Sama TV
- Country: Syria
- Broadcast area: Syria
- Headquarters: Damascus, Syria

Programming
- Language: Arabic

History
- Launched: 24 January 2013

Links
- Website: sama-tv.net

Availability

Terrestrial
- Nilesat: Frequency: 11938 Polarization: V SR/FEC: 27500 5/6

Streaming media
- Sama TV Live: Free

= Sama TV =

Sama TV (قناة سما الفضائية) is an inactive Syrian private television station based in Damascus, launched on 24 January 2013 as a sister channel to the now-defunct Addounia TV.
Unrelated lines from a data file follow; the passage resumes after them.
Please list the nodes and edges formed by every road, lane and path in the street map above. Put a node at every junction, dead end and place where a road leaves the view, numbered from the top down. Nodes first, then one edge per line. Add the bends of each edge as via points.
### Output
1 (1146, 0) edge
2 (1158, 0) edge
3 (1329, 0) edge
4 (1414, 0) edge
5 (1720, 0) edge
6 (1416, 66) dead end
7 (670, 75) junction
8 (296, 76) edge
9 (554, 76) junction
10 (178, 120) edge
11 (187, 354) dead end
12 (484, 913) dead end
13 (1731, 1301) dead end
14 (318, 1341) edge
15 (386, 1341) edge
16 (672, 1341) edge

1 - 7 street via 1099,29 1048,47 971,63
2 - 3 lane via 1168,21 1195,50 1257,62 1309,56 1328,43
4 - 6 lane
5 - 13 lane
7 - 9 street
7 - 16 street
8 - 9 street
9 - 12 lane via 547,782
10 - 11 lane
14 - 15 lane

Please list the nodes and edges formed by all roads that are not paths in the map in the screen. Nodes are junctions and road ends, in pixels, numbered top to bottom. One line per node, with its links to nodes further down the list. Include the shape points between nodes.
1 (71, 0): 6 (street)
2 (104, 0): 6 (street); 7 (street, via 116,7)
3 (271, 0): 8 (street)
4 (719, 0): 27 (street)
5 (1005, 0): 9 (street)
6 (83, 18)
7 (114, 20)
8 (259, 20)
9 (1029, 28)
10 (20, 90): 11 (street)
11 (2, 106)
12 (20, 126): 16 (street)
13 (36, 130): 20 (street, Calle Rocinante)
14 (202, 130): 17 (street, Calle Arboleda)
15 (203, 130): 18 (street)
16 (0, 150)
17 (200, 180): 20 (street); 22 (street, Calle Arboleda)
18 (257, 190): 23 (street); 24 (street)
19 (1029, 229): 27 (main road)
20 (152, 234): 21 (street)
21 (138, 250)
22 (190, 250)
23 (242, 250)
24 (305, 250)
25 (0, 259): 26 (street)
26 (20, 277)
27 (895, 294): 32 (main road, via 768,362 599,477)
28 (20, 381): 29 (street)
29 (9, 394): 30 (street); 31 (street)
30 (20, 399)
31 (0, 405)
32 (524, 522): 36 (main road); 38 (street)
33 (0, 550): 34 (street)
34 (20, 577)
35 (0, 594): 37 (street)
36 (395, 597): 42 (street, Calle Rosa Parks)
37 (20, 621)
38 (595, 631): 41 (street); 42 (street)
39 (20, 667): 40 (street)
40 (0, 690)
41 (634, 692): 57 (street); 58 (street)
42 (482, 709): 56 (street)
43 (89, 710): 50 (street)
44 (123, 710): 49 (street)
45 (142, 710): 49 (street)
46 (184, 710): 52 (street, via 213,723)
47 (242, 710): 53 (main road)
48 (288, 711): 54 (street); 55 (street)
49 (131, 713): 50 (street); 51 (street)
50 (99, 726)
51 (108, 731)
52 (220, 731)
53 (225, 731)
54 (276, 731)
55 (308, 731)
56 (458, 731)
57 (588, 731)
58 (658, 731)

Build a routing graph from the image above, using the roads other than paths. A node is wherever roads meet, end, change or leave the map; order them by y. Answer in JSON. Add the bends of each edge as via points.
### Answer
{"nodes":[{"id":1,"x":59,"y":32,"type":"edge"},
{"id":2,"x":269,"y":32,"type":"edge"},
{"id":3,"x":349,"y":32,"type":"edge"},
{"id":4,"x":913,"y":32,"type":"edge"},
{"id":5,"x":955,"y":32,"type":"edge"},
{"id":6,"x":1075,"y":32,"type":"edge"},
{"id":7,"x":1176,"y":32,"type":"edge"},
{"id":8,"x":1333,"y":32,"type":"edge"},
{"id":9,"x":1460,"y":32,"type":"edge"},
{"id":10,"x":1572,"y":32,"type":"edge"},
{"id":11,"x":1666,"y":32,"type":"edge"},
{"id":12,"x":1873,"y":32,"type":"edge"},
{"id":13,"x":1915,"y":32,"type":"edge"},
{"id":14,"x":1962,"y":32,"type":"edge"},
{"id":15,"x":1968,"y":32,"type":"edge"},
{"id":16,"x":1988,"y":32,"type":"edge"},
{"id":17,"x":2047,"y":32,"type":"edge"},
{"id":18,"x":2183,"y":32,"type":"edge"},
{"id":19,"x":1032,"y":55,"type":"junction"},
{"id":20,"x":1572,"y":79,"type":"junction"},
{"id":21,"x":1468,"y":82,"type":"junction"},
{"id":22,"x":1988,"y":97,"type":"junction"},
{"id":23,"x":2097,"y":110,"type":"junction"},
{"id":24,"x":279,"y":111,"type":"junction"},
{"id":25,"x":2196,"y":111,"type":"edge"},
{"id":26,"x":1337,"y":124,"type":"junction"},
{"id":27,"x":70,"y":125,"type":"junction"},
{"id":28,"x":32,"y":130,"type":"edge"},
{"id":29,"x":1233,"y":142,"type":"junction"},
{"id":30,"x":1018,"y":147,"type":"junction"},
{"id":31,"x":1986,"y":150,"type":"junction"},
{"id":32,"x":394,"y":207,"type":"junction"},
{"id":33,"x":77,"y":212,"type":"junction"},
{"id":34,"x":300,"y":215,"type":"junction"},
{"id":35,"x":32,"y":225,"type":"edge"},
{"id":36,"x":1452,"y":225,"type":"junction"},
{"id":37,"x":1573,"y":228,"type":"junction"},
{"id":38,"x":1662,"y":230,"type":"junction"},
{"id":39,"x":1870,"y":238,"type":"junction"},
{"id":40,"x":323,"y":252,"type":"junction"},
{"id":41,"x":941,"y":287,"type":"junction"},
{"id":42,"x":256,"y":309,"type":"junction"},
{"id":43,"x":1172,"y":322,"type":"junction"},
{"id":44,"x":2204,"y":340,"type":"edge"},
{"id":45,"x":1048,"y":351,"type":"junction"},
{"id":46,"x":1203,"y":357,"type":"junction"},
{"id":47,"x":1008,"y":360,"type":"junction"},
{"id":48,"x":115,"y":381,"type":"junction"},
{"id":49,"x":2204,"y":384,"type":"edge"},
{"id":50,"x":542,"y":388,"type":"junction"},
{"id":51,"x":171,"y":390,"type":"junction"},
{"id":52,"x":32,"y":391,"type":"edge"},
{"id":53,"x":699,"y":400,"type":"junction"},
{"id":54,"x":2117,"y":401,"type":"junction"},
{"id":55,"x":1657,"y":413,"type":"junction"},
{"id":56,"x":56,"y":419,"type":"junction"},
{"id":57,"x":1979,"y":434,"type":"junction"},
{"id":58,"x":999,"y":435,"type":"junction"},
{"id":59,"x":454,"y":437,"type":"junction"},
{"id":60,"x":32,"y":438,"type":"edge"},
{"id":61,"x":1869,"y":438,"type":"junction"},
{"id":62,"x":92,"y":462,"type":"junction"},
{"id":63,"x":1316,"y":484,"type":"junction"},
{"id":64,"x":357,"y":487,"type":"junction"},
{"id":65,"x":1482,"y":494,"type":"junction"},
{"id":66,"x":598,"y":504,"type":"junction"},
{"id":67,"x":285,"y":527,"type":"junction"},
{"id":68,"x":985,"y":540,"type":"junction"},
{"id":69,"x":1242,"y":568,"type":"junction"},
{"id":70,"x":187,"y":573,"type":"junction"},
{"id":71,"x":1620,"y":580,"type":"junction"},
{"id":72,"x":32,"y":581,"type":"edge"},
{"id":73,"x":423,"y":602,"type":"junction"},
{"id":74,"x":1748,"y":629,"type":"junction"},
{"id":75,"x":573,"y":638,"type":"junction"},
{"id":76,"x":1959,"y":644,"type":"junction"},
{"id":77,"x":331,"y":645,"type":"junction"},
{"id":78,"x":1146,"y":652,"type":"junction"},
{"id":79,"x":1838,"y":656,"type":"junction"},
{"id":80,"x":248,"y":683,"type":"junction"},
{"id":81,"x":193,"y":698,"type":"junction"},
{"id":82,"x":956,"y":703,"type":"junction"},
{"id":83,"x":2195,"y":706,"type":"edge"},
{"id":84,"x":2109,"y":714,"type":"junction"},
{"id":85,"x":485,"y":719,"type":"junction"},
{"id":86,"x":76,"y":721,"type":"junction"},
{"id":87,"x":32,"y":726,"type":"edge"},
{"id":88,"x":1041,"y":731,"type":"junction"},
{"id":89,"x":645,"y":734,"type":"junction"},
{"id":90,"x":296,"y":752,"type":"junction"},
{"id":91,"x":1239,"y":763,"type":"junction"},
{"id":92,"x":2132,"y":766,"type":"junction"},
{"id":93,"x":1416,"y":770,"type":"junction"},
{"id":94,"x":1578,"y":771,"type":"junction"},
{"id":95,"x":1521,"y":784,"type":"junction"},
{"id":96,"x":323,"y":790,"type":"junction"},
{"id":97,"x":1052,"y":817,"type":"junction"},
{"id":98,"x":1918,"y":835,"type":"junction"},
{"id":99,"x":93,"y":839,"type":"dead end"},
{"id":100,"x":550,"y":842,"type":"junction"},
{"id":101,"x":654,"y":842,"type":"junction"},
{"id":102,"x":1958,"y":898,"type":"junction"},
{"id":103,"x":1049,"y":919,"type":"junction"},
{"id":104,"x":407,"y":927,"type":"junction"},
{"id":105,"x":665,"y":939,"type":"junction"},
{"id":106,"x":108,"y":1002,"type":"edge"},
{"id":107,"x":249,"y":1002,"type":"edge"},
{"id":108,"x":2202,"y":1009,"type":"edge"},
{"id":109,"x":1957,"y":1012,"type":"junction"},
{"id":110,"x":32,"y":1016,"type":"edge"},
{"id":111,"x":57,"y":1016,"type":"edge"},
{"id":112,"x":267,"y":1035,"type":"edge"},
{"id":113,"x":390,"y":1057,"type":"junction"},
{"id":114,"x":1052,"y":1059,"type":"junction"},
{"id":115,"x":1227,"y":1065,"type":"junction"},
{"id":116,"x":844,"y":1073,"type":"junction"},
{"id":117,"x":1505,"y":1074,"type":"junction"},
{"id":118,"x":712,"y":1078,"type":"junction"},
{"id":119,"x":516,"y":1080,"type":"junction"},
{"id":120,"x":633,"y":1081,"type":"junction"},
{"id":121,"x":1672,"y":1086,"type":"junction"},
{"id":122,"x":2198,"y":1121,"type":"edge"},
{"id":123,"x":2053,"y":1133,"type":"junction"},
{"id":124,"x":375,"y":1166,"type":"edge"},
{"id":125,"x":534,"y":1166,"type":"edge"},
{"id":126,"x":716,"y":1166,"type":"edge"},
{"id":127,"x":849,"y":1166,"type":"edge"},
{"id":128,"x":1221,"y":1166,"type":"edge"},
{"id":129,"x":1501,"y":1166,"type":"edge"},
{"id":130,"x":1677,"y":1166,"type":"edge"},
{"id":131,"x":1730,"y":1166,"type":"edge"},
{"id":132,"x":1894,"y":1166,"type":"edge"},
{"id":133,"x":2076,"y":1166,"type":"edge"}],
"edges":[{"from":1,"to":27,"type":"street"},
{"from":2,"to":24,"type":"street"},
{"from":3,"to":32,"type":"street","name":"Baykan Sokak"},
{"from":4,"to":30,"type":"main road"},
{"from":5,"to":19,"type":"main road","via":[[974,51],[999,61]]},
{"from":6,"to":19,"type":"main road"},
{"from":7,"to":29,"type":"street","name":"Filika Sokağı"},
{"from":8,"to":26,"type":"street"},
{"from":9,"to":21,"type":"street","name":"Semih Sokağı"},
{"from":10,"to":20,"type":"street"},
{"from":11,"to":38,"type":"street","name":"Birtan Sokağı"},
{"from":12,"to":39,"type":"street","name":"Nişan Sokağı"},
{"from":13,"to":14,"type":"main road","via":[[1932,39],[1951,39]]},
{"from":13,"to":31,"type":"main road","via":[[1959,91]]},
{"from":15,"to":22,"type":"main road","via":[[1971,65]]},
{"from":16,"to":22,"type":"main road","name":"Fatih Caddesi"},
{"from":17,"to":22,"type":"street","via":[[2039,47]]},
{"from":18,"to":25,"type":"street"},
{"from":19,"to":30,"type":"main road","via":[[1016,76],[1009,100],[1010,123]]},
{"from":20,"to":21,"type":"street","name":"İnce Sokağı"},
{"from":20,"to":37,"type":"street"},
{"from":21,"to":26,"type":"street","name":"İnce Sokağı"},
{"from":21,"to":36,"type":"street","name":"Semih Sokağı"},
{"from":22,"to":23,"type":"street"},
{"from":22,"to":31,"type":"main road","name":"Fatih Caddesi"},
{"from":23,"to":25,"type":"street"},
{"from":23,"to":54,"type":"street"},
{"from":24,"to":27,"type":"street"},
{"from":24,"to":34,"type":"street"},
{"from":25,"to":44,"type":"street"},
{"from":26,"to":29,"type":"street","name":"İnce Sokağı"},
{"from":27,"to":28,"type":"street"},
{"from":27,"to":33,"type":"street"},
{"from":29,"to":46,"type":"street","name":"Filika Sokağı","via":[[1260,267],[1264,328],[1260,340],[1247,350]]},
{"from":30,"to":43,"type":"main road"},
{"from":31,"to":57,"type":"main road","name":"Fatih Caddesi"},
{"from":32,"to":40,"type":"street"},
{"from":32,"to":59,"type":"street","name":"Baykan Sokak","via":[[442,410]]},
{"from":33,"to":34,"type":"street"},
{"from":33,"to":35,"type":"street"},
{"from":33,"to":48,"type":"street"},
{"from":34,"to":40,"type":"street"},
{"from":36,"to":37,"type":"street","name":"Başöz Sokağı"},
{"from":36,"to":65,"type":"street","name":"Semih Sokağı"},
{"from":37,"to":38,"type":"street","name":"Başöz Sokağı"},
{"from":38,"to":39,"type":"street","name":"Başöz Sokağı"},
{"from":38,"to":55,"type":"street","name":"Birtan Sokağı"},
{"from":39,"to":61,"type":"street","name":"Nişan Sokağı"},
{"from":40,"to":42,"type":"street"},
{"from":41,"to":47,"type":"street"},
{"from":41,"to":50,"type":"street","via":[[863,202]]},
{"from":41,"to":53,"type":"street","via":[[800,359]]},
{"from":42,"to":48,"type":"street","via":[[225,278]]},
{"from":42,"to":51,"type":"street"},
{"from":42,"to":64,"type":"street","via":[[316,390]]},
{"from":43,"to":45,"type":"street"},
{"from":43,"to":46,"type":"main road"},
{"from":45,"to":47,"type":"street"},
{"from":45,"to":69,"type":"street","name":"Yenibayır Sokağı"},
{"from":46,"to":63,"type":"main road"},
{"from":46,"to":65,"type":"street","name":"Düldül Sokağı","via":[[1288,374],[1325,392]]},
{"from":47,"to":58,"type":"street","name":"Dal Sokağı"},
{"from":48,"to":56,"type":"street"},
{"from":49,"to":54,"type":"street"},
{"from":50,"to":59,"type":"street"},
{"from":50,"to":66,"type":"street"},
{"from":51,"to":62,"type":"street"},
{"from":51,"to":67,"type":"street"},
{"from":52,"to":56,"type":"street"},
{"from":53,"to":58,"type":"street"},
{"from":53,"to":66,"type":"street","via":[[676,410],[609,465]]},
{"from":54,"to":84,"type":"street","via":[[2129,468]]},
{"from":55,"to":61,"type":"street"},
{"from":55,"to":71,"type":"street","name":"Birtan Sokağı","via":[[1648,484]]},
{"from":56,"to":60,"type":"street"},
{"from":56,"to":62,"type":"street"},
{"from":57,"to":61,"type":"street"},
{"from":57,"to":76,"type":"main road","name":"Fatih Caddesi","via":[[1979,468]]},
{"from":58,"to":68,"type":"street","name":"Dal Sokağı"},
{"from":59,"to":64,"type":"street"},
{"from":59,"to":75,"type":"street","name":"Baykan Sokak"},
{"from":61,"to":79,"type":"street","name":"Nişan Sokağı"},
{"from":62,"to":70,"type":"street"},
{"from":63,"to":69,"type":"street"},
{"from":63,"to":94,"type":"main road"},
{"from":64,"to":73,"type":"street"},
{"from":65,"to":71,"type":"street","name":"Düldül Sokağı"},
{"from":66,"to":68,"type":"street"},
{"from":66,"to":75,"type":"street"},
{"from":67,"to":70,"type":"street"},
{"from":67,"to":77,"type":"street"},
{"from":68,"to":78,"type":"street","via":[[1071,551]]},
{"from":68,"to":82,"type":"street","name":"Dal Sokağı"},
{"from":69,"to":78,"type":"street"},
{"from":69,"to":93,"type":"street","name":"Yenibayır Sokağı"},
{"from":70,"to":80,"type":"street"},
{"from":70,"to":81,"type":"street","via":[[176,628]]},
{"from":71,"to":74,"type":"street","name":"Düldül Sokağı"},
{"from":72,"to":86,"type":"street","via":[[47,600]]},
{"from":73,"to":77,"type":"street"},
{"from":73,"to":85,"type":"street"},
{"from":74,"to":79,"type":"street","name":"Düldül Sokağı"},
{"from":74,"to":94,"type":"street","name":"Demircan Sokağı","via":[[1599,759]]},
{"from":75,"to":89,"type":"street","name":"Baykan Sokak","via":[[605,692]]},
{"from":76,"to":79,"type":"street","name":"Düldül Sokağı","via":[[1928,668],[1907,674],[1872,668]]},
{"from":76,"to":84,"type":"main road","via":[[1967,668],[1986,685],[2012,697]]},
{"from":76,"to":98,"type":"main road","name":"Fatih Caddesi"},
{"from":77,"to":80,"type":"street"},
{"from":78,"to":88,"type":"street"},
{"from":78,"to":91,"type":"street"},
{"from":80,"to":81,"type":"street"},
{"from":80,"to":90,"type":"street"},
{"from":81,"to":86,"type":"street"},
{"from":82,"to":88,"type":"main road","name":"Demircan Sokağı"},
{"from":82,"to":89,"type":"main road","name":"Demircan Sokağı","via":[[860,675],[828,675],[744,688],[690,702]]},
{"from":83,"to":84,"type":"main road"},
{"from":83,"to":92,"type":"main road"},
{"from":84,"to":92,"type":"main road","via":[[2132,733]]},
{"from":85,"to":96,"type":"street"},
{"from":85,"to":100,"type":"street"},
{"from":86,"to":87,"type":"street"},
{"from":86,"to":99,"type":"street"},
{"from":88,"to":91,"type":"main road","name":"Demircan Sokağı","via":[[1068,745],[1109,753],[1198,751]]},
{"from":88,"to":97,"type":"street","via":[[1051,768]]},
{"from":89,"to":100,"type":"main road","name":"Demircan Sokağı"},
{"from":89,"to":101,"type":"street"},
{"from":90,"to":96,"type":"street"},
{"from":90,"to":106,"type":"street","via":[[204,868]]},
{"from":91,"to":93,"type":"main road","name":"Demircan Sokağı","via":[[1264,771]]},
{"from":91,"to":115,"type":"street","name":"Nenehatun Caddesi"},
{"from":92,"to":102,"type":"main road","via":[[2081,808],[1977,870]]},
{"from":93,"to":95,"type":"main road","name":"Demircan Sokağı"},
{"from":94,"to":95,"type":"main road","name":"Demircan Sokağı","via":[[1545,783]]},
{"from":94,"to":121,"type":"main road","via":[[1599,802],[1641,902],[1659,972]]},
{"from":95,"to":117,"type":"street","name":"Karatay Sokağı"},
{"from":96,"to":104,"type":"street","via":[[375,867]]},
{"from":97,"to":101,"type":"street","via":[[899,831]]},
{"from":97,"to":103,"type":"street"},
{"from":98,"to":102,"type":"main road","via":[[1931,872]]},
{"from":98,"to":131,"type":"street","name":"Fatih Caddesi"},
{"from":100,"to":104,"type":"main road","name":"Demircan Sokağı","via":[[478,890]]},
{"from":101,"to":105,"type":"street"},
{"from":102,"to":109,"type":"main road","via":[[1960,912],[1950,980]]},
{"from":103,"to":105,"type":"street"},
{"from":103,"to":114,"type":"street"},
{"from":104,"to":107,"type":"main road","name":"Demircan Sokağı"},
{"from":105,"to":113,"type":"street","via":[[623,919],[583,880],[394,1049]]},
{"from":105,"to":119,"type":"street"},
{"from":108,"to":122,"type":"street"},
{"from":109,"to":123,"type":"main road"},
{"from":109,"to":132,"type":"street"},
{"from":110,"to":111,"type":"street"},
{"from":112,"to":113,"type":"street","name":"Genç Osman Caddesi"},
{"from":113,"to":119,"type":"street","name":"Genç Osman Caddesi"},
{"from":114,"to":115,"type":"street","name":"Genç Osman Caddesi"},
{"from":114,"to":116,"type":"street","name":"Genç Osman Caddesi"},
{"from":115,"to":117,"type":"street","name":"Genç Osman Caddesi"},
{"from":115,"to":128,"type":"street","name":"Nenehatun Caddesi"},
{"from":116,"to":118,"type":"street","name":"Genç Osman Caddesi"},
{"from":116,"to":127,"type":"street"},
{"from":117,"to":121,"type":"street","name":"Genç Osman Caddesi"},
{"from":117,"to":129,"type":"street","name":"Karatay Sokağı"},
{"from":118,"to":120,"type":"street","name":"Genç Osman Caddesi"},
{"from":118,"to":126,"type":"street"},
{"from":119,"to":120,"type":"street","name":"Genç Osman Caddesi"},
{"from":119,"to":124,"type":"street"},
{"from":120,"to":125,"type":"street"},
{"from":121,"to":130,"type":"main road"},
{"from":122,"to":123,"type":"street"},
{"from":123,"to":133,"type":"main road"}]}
It was widely regarded as supportive of the Ba'athist government and reportedly funded by businessman Mohammed Hamsho. Following the fall of the Assad regime on 8 December 2024, the channel became inactive and remains off air as of February 2026. Since April 2025 international sanctions placed on the channel were lifted

==Programs==
Sama TV features a variety of general-interest programs. Many programs are shown on the channel; some of them are:

- Nabed al-Sharq (Pulse of the East, نبض الشرق)
- Ahwal al-Nas (Conditions of the people, أحوال الناس)
- Ajandet Hiwar (Dialogue Agenda, أجندة حوار)
- Rasamil (رساميل)
- Sabah al Khair (Good Morning, صباح الخير)
- Sama Café (سما كافيه)
- Tafasil (Details, تفاصيل)
- Classico (كلاسيكو)
- Eshha Sah (Live properly, عيشها صح)
- Ghazel al-Banat (cotton candy/the flirtation of girls, غزل البنات)
- Hashtag (هاش تاغ)
- Wahesh al-Buhaira (Lake monster, وحش البحيرة)
- Main News Bulletin (نشرة الأخبار الرئيسية)
- Local News Bulletin (نشرة الأخبار المحلية)

==Presenters==

Sama TV's current presenters included:

News anchors: Nizar Al-Farra, Hanaa Al-Saleh, Ruaa Saker

Other anchors: Rana Koueter, Makhlouf Naama

Correspondents which are making also reports for Addounia TV: Ahmad al-Aaqel, Kinda al-Khidr, Ata Farhat, Kinana Allouche

Social media managers: Anas Othman, Firass Haider.